Trabalhos manuais, farmácia, cosméticos e alimentação
são segmentos
explorados por empresários que desejam se manter ativos e gerar renda
É numa casa grande
com quintal, jabuticabeira e móveis antigos que muitas mulheres, boa parte
idosa e já aposentada, dedicam parte do seu tempo a dar origem a bolsas, jogos
de mesa, roupas e o que mais a imaginação permitir. Localizado no bairro Santo
Antônio, na região Centro-Sul, o ateliê O Fio da Trama, que oferece cursos de
bordado e outras artes manuais, também é a realização de um sonho de Rijane de
Mont'Alverne, de 70 anos. Ela decidiu que não ficaria em casa depois de se
aposentar e abriu o negócio em 2017 - fazendo parte do grupo de idosos que
resolveram empreender após os 60 anos.
"Trabalhei por mais
de quatro décadas como executiva de recursos humanos e decidi não parar de
trabalhar quando encerrei a carreira no mundo corporativo. Na verdade eu sempre
tive o sonho de ter um espaço como esse e fui me planejando antes mesmo de me
aposentar. É uma forma de me manter ativa, de não ficar em casa vendo a vida
passar", diz.
De acordo com
levantamento do Sebrae, baseado em dados da Receita Federal e do Portal do
Empreendedor, no Brasil há 15.862.868 empreendedores com 60 anos ou mais na
categoria Microempreendedor Individual (MEI), que engloba empresas com
faturamento anual de até R$ 81 mil. Em Minas Gerais, são 1.735.945
empreendedores nesta categoria.
Laurana Viana,
analista do Sebrae Minas, aponta que esse perfil de empresário "traz na
bagagem" diversas habilidades técnicas aprendidas ao longo da vida e que isso
faz total diferença na hora de empreender. "Eles geralmente também têm a
habilidade de lidar com pessoas, que é muito valorizada no mercado. A
experiência traz maturidade, sensatez e jogo de cintura para saber conviver com
diferentes temperamentos e situações desafiadoras", diz.
Para Rijane, a
maturidade e a experiência agregam tranquilidade ao processo. "O jovem tem sede
de ganhar dinheiro rápido, de sempre acertar, o que é normal para a idade.
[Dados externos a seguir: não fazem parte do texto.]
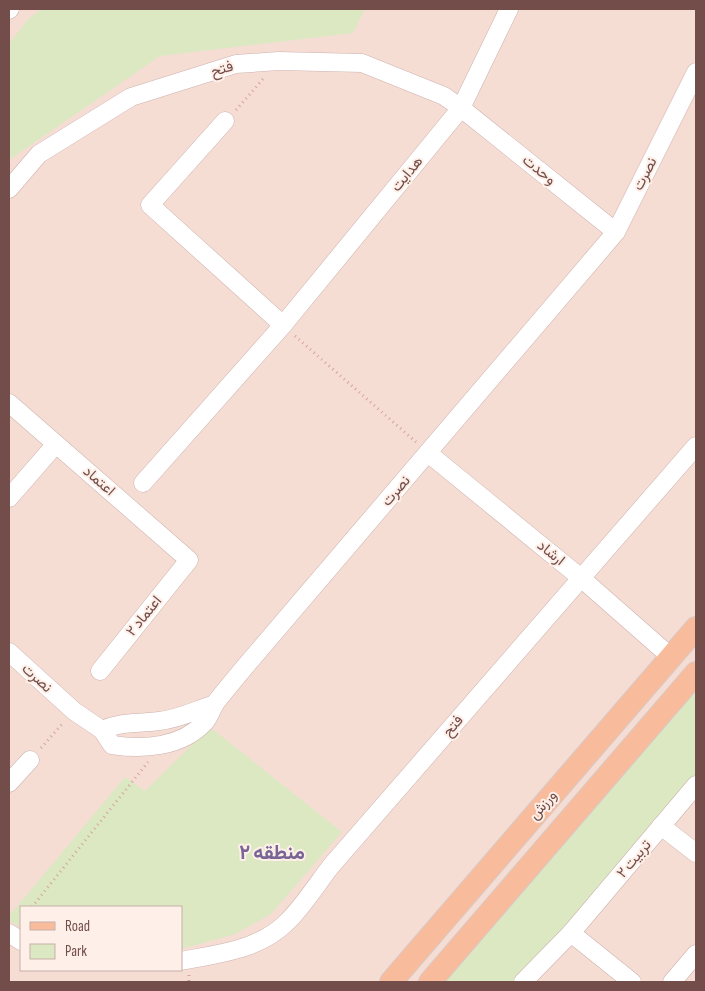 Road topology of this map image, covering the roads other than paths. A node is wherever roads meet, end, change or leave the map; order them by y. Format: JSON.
{"nodes":[{"id":1,"x":509,"y":9,"type":"edge"},
{"id":2,"x":696,"y":72,"type":"edge"},
{"id":3,"x":462,"y":108,"type":"junction"},
{"id":4,"x":225,"y":121,"type":"road end"},
{"id":5,"x":9,"y":189,"type":"edge"},
{"id":6,"x":616,"y":232,"type":"junction"},
{"id":7,"x":283,"y":325,"type":"junction"},
{"id":8,"x":9,"y":403,"type":"edge"},
{"id":9,"x":56,"y":444,"type":"junction"},
{"id":10,"x":696,"y":446,"type":"edge"},
{"id":11,"x":428,"y":453,"type":"junction"},
{"id":12,"x":143,"y":483,"type":"dead end"},
{"id":13,"x":9,"y":498,"type":"edge"},
{"id":14,"x":189,"y":560,"type":"joint"},
{"id":15,"x":581,"y":578,"type":"junction"},
{"id":16,"x":696,"y":628,"type":"edge"},
{"id":17,"x":9,"y":652,"type":"edge"},
{"id":18,"x":671,"y":657,"type":"junction"},
{"id":19,"x":100,"y":671,"type":"dead end"},
{"id":20,"x":696,"y":673,"type":"edge"},
{"id":21,"x":215,"y":704,"type":"junction"},
{"id":22,"x":102,"y":730,"type":"junction"},
{"id":23,"x":30,"y":760,"type":"road end"},
{"id":24,"x":9,"y":783,"type":"edge"},
{"id":25,"x":696,"y":785,"type":"edge"},
{"id":26,"x":662,"y":826,"type":"junction"},
{"id":27,"x":696,"y":853,"type":"edge"},
{"id":28,"x":9,"y":933,"type":"edge"},
{"id":29,"x":571,"y":933,"type":"junction"},
{"id":30,"x":20,"y":940,"type":"edge"},
{"id":31,"x":696,"y":954,"type":"edge"},
{"id":32,"x":182,"y":961,"type":"edge"},
{"id":33,"x":390,"y":982,"type":"edge"},
{"id":34,"x":430,"y":982,"type":"edge"},
{"id":35,"x":524,"y":982,"type":"edge"},
{"id":36,"x":632,"y":982,"type":"edge"},
{"id":37,"x":672,"y":982,"type":"edge"}],
"edges":[{"from":1,"to":3,"type":"street","name":"هدایت"},
{"from":2,"to":6,"type":"street","name":"نصرت"},
{"from":3,"to":5,"type":"street","name":"فتح"},
{"from":3,"to":6,"type":"street","name":"وحدت"},
{"from":3,"to":7,"type":"street","name":"هدایت"},
{"from":4,"to":7,"type":"street"},
{"from":6,"to":11,"type":"street","name":"نصرت"},
{"from":7,"to":12,"type":"street","name":"هدایت"},
{"from":8,"to":9,"type":"street","name":"اعتماد"},
{"from":9,"to":13,"type":"street"},
{"from":9,"to":14,"type":"street","name":"اعتماد"},
{"from":10,"to":15,"type":"street","name":"فتح"},
{"from":11,"to":15,"type":"street","name":"ارشاد"},
{"from":11,"to":21,"type":"street","name":"نصرت"},
{"from":14,"to":19,"type":"street","name":"اعتماد ۲"},
{"from":15,"to":18,"type":"street","name":"ارشاد"},
{"from":15,"to":32,"type":"street","name":"فتح"},
{"from":16,"to":18,"type":"main road","name":"ورزش"},
{"from":17,"to":22,"type":"street","name":"نصرت"},
{"from":18,"to":33,"type":"main road","name":"ورزش"},
{"from":20,"to":34,"type":"main road","name":"ورزش"},
{"from":21,"to":22,"type":"street"},
{"from":21,"to":22,"type":"street","name":"نصرت"},
{"from":23,"to":24,"type":"street"},
{"from":25,"to":26,"type":"street","name":"تربیت ۲"},
{"from":26,"to":27,"type":"street"},
{"from":26,"to":29,"type":"street","name":"تربیت ۲"},
{"from":28,"to":30,"type":"street"},
{"from":29,"to":35,"type":"street","name":"تربیت ۲"},
{"from":29,"to":36,"type":"street"},
{"from":31,"to":37,"type":"street"}]}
Mas,
esse é um tipo de angústia que não tenho mais. Fui construindo aos poucos,
começamos com cinco alunas e hoje temos mais de 85. É uma forma de lidar com os
negócios sentindo menos pressão, com mais foco em um propósito mesmo."
No ateliê de Rijane,
além das aulas de crochê e bordado, as alunas também compartilham lanches e
confidências, em um processo de acolhimento mútuo. "Lá elas falam das questões
com maridos e filhos, sem tabus. Também é um lugar onde elas são vistas. Reparamos
em quem cortou o cabelo ou chegou de roupa nova. Muitas pessoas adoecem quando
saem do trabalho porque deixam de ser notadas, é como se elas 'perdessem' a
importância fora do mundo corporativo", afirma.
Além de ocupar a
mente e socializar, muitas das alunas vão além do hobbie e fazem do trabalho
manual uma nova forma de renda. "Temos várias alunas acima dos 50 que criaram
suas próprias grifes e já estão comercializando seus produtos, inclusive
exportando para outros países. Também é uma forma de incentivar o
empreendedorismo das alunas", comemora.
Faturando com a
beleza
Viúva, mãe de três
filhos que já saíram de casa e aposentada. Poderia parar por aí a biografia de
Jurema Moraes, de 67 anos. Mas, há cerca de três anos, ela resolveu incorporar
outro atributo: empreendedora. Aproveitou a experiência do passado, quando
produzia cosméticos em seu salão de beleza, e hoje fatura cerca de R$ 8 mil por
mês com sua linha de shampoos, condicionadores e leave-in - incluindo itens
específicos para cabelos de pessoas negras.
"Eu tinha o hábito
de ir à igreja para me manter ativa, mas faltava algo a mais. Foi então que
conheci um projeto social voltado para empreendedores e fui incentivada a
retomar o trabalho com os produtos. Por lá aprendi muito sobre redes sociais e
como empreender no digital. O mercado é muito competitivo, é preciso entregar
excelência", aponta.
Jurema refere-se ao
Instituto de Pesquisas e Projetos Empreendedores (IPPE), que se mantém graças
ao Fundo do Idoso, uma lei de incentivo fiscal que capta recursos privados para
investimento em projetos sociais. Com estes recursos, a instituição já
capacitou gratuitamente mais de 50 mil idosos desde 2018.
"Ter acesso às
capacitações gratuitas é uma mão na roda para quem não ganha muito com a aposentadoria
e ainda tem poucos recursos para investir no próprio negócio. Ainda planejo me
aprofundar mais na parte de gestão financeira. Costumo misturar as contas da
empresa com as pessoais e isso me impede de analisar os resultados reais da
empresa", argumenta a empresária.
As conquistas
individuais, como de Jurema, contribuem para um ganho que é coletivo. A
analista do Sebrae Minas Laurana Viana aponta que a economia do Brasil agradece
a esse movimento empreendedor. "Mais pessoas produzindo é de extrema importância
para manter a economia funcionando. A maioria não encontra oportunidades no
mercado formal de trabalho, então trabalhar por conta própria acaba sendo uma
forma de ganhar dinheiro e continuar consumindo", analisa.
Com o envelhecimento
da população, a tendência é que as pessoas com idade acima de 60 anos estejam
ainda mais presentes no mercado de trabalho - seja como empregados ou como
empreendedores. Segundo dados divulgados pelo Instituto Brasileiro de Geografia
e Estatística (IBGE) neste mês, os idosos deixaram de ser a menor fatia da
população brasileira em 2023 e, daqui a duas décadas, vão ser a maior delas.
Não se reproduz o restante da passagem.